We don’t need to remind those who have parked money in resource stocks of the dismal year it’s been. Gold is about to suffer the biggest annual loss in 32 years and this year will be the first in 12 that the gold price hasn’t increased in value. Gold equities have fallen in lockstep with the price, with juniors, intermediate and major gold companies all caught up in the carnage. Silver was named the worst-performing metal in 2013, having shed a shocking 37 percent from its average price of $37.15 in 2012. It seems almost quaint to recall how analysts were, this time last year, predicting silver would be trading between $30 and $50 an ounce in 2013. How wrong they were. The prices of rare earths, which achieved dizzying heights in 2011 thanks to Chinese export restrictions, are off a depressing 60 percent. The prices of specialty metals like cobalt, tantalum and graphite have also declined or flattened.
To be fair, 2013 wasn’t all bad. There were notable success stories and standout sectors, all well covered in these pages. Before we get there, though, let’s take a walk through some of the worst-hit sectors this year.
1. Fed Toys With Gold and Silver Investors’ Emotions
Looking back on the year, it didn’t seem to matter what the supply and demand for gold or silver was doing; in 2013 precious metals prices were all about the U.S. Federal Reserve. Since 2008 the Fed has taken gold and silver investors on a pleasant ride, with gold increasing in value every year for the last 12 due to the central bank’s cheap money policy known as quantitative easing. QE, as most investors are aware, involves a massive program of monthly bond purchases (currently sitting at $85 billion/mo) designed to keep interest rates low and the U.S. economy from falling back into recession as it did in 2008.

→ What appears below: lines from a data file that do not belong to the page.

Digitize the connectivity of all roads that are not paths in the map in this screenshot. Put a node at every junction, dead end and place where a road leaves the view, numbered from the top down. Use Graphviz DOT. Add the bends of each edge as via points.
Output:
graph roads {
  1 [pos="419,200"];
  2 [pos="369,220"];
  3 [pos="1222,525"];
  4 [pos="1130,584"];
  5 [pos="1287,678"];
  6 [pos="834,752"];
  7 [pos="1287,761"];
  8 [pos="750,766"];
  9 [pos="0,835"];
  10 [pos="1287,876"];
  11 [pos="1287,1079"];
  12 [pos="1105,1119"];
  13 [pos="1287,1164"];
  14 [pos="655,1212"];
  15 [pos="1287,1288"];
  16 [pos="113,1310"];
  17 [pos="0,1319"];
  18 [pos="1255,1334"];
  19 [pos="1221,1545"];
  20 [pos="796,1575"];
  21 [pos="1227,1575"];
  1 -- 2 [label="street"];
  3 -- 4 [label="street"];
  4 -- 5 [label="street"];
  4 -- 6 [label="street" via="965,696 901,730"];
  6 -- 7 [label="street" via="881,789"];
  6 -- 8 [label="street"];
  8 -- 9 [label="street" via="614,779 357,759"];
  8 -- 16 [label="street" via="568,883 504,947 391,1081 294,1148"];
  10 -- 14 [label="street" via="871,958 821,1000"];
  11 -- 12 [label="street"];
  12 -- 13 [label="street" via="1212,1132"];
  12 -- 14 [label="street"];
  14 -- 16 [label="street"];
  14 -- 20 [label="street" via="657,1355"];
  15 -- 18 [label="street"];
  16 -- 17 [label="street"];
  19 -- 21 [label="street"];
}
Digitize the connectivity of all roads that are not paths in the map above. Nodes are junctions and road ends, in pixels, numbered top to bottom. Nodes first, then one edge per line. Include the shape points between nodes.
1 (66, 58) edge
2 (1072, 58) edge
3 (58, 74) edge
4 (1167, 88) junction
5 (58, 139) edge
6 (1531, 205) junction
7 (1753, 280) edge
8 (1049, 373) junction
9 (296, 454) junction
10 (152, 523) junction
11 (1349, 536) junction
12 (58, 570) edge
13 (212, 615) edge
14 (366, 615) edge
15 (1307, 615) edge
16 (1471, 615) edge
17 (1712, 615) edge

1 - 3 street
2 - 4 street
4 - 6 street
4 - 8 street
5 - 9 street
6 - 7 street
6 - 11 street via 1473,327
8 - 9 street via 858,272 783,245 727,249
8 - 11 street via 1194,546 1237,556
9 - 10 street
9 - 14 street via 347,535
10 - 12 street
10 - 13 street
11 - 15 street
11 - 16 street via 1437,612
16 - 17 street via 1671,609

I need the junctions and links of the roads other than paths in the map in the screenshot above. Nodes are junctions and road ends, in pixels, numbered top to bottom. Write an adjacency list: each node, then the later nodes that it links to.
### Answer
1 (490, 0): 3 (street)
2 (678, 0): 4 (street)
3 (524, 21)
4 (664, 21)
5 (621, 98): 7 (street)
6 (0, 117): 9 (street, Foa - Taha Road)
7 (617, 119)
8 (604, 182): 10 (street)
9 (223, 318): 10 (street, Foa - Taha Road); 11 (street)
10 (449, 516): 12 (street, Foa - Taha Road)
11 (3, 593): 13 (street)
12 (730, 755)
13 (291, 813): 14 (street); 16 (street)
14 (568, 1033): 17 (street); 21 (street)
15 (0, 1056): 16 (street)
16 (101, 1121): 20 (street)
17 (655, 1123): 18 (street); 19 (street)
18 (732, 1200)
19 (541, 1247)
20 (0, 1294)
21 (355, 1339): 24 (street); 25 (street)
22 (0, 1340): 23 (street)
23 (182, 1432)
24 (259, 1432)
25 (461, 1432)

Everyone knew the Fed would eventually look at scaling back QE when the U.S. economy improved and it was no longer considered necessary. And that’s exactly what happened this year. In the spring of 2013 the U.S. unemployment rate started falling, prompting the Fed to hint that it could start “tapering” QE by the end of the year. The Fed’s musings of a taper were by no means consistent, though, and with every negative jobs report came the suggestion that QE would continue — which of course was bullish for gold and silver. The Fed’s signal of a pullback of QE was the last thing that gold and silver needed after the horrendous drop that gold took in April, which had nothing to do with the Fed and everything to do with how gold is traded; its sudden $200 slide was largely blamed on the bullion banks for taking massive short positions in the precious metal.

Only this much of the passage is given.